- _Task prompt_: What you produce should be every line from the data that includes "Ferndale".

(Stored data)

*** Begin section ***

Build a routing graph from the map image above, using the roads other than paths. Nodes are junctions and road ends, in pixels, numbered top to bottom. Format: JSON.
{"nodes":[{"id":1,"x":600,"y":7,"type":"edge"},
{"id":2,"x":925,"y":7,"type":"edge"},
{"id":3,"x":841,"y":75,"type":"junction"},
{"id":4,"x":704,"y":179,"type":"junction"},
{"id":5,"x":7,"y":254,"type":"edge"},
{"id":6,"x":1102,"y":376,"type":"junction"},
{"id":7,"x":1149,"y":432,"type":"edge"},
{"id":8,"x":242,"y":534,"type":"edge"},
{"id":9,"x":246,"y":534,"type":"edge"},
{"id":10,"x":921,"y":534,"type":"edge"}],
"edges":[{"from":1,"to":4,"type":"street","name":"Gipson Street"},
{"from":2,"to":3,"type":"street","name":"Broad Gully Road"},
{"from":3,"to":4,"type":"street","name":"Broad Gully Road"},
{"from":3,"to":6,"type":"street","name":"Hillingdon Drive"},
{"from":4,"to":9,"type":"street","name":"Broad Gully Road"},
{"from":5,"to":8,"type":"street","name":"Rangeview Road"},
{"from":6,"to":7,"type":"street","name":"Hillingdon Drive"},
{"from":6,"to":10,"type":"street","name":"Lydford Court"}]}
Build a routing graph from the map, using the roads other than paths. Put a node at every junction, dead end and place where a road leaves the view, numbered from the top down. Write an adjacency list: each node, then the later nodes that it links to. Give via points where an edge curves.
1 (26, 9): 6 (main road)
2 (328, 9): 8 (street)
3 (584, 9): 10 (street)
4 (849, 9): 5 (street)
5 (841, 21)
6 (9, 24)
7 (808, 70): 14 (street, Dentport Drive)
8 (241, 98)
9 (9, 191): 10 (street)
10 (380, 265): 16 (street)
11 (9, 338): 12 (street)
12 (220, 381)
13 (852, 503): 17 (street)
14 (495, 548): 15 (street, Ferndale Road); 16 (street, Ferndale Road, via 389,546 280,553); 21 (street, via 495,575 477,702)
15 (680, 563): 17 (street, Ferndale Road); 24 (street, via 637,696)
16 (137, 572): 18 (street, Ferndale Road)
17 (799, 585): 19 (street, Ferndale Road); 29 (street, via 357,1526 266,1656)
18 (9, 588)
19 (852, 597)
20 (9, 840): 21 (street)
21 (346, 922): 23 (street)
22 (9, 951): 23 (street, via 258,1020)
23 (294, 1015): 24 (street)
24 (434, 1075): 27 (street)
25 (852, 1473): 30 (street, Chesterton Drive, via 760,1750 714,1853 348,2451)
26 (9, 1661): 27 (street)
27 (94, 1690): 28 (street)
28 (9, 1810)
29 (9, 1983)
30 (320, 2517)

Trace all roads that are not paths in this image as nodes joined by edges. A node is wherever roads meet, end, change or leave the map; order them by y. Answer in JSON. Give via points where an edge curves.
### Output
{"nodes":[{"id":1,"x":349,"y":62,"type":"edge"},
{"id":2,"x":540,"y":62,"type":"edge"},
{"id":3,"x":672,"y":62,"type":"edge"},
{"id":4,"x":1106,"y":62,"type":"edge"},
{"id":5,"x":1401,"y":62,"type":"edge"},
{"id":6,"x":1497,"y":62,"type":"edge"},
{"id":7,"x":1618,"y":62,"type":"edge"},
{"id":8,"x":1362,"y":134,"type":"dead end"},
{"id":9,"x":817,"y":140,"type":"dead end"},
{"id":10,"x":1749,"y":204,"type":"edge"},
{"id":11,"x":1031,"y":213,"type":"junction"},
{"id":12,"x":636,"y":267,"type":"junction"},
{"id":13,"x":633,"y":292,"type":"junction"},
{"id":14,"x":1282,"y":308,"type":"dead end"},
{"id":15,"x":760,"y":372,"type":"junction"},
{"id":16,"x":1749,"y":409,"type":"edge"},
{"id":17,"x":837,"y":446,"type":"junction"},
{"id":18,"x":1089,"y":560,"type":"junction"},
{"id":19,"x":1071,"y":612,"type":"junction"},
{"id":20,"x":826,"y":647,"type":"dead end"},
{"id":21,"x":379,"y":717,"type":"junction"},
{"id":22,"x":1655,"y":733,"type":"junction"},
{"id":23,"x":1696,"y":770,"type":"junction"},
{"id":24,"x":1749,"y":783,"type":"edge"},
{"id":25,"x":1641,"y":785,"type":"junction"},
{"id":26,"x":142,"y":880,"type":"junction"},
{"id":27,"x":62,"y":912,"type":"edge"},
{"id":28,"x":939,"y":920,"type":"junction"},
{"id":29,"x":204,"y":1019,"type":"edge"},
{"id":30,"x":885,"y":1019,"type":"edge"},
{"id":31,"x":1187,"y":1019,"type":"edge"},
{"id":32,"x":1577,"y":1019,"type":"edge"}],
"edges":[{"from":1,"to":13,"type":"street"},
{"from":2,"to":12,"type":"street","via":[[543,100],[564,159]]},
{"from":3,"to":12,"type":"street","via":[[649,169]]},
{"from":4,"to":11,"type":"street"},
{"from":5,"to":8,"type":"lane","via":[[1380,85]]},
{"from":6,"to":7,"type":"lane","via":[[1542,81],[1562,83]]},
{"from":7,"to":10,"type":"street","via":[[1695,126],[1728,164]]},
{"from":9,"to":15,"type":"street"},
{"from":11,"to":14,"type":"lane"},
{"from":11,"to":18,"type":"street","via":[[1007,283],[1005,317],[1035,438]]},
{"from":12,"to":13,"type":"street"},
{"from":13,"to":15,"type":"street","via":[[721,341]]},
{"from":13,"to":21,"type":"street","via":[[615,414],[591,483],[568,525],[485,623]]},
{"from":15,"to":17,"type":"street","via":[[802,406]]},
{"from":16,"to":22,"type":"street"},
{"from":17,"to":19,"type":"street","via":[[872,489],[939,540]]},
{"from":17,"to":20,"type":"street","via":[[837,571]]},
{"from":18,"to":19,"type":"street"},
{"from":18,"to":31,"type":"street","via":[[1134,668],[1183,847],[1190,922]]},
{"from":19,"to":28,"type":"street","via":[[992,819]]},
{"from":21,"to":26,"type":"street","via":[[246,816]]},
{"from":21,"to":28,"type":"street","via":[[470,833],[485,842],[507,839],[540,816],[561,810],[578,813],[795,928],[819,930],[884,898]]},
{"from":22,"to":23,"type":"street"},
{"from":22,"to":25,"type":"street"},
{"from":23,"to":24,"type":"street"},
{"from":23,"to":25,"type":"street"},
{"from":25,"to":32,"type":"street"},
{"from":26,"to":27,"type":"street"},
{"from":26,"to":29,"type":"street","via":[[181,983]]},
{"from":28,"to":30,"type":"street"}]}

*** End section ***

- _Output of the exercise_:
14 (495, 548): 15 (street, Ferndale Road); 16 (street, Ferndale Road, via 389,546 280,553); 21 (street, via 495,575 477,702)
15 (680, 563): 17 (street, Ferndale Road); 24 (street, via 637,696)
16 (137, 572): 18 (street, Ferndale Road)
17 (799, 585): 19 (street, Ferndale Road); 29 (street, via 357,1526 266,1656)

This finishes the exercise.